§ Records for this task
· · · ·
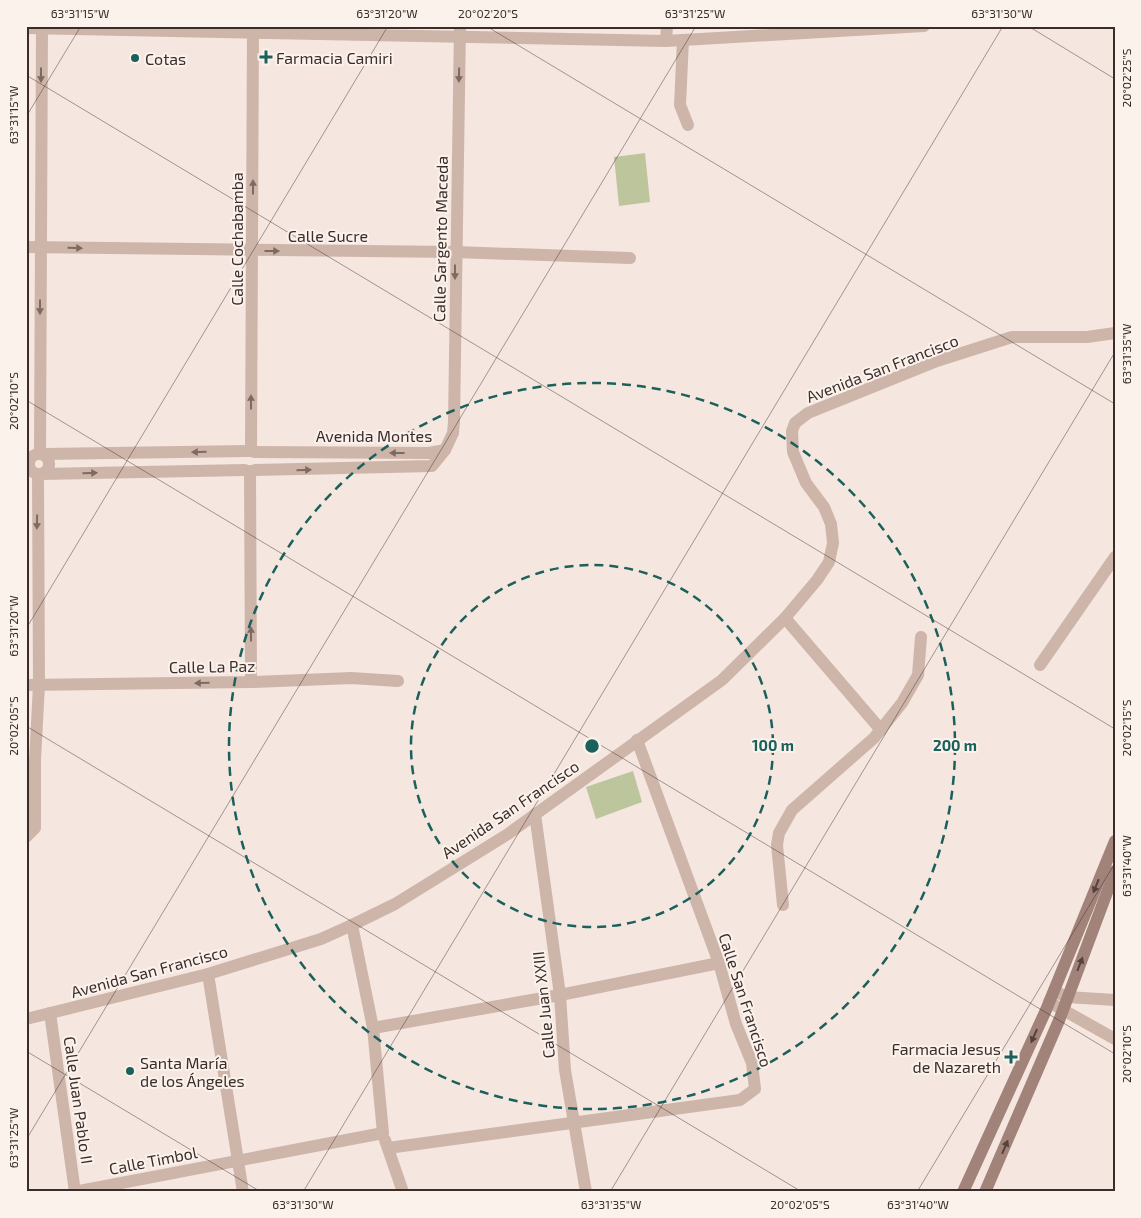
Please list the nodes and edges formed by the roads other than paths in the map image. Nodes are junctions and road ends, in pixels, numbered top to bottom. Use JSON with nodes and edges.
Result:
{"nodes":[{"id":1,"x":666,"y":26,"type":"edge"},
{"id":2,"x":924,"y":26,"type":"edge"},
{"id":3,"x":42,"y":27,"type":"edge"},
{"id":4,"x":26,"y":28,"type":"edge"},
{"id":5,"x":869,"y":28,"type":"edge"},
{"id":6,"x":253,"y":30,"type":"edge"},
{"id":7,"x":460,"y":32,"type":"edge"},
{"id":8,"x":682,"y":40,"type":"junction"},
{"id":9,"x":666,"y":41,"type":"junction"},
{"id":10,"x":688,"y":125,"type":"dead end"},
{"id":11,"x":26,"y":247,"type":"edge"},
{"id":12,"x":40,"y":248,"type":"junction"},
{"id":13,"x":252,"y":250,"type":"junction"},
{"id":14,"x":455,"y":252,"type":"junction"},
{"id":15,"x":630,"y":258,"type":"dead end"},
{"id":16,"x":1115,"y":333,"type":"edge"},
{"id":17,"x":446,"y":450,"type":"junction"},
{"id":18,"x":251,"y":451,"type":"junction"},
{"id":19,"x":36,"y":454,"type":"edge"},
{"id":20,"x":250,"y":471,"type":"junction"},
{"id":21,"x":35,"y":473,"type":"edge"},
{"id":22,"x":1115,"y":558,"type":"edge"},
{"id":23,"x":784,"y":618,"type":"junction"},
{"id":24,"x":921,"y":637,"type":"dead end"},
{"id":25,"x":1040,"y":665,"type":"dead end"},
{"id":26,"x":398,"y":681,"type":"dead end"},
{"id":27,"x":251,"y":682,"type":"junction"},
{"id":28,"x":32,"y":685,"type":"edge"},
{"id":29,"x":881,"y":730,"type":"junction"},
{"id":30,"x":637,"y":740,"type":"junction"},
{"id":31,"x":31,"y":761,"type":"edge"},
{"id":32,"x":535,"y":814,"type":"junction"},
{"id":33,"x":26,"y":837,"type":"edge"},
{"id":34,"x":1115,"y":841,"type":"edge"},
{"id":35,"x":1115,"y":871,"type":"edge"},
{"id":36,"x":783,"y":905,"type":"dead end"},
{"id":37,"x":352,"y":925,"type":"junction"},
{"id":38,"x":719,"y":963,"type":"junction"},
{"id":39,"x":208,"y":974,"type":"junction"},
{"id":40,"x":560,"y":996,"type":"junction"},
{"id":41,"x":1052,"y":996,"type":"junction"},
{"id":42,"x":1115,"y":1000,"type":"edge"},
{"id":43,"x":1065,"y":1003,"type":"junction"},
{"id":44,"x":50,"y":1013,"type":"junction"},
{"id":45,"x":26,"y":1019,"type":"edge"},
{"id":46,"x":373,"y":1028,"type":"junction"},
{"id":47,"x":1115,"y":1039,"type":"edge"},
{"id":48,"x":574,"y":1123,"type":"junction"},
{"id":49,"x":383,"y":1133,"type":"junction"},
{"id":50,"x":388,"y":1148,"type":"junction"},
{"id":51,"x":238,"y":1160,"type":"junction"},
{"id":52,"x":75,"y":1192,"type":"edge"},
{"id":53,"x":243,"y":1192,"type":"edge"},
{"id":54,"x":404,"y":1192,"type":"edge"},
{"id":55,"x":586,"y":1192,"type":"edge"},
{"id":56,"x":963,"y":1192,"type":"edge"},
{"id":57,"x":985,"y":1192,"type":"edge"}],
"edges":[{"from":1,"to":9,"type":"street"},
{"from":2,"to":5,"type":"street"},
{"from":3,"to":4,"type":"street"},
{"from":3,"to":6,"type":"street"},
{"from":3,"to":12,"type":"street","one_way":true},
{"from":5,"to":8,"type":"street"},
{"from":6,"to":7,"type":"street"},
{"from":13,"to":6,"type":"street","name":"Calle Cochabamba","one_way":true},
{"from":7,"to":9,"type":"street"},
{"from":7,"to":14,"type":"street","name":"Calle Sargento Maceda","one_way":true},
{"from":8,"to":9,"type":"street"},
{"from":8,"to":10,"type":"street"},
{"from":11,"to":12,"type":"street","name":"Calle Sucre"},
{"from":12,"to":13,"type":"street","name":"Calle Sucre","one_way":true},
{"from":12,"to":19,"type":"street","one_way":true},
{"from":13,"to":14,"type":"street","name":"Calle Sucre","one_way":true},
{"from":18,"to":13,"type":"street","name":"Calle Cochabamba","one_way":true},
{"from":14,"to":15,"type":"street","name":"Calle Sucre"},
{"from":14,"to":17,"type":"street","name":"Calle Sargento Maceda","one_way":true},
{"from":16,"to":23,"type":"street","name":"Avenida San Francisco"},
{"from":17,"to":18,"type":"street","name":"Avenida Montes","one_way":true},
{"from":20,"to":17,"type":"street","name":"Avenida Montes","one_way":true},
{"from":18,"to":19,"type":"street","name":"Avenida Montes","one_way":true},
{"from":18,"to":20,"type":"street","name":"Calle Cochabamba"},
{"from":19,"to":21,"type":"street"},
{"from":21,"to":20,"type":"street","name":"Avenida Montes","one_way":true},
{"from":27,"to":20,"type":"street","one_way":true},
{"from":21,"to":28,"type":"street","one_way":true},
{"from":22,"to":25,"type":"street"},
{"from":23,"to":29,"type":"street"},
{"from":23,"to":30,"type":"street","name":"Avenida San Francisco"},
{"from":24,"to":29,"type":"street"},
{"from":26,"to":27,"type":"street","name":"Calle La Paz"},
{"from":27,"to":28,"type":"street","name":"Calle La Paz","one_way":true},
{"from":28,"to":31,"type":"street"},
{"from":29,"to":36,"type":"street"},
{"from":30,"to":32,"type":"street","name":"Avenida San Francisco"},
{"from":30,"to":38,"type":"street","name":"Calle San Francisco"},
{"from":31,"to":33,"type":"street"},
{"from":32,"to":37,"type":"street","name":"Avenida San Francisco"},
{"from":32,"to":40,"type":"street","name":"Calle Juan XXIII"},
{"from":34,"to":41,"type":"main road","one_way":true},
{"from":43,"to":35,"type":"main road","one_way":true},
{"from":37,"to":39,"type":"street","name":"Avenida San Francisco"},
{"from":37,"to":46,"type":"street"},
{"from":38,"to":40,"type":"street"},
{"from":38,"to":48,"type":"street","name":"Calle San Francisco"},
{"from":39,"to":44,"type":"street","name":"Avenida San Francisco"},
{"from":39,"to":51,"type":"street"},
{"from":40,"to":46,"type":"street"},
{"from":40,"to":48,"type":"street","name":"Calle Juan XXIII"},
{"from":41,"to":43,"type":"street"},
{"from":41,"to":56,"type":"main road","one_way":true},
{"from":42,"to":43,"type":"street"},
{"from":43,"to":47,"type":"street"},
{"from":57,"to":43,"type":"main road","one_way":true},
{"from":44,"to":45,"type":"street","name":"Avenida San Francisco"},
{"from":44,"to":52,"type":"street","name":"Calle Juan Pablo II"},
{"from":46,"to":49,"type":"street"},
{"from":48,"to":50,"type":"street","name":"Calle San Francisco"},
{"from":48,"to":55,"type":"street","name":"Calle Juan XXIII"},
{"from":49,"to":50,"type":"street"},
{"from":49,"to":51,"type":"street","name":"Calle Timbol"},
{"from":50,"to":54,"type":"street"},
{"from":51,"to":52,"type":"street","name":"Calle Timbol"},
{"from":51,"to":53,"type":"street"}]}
· · · ·
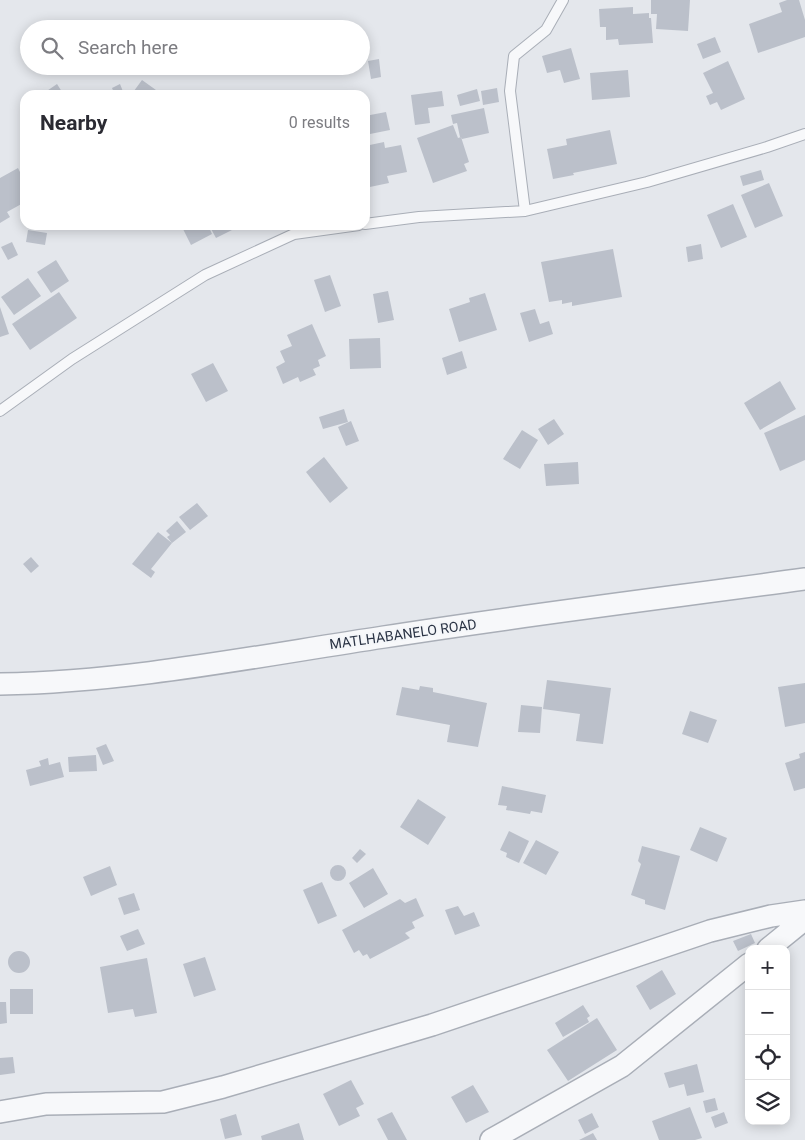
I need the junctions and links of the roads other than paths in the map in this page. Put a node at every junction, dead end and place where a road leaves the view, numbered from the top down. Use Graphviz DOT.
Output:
· · · ·
Please show every line of the entries above that contains the word "roads".

§ Solved exercise
Please list the nodes and edges formed by the roads other than paths in the map image. Nodes are junctions and road ends, in pixels, numbered top to bottom. Use JSON with nodes and edges.
I need the junctions and links of the roads other than paths in the map in this page. Put a node at every junction, dead end and place where a road leaves the view, numbered from the top down. Use Graphviz DOT.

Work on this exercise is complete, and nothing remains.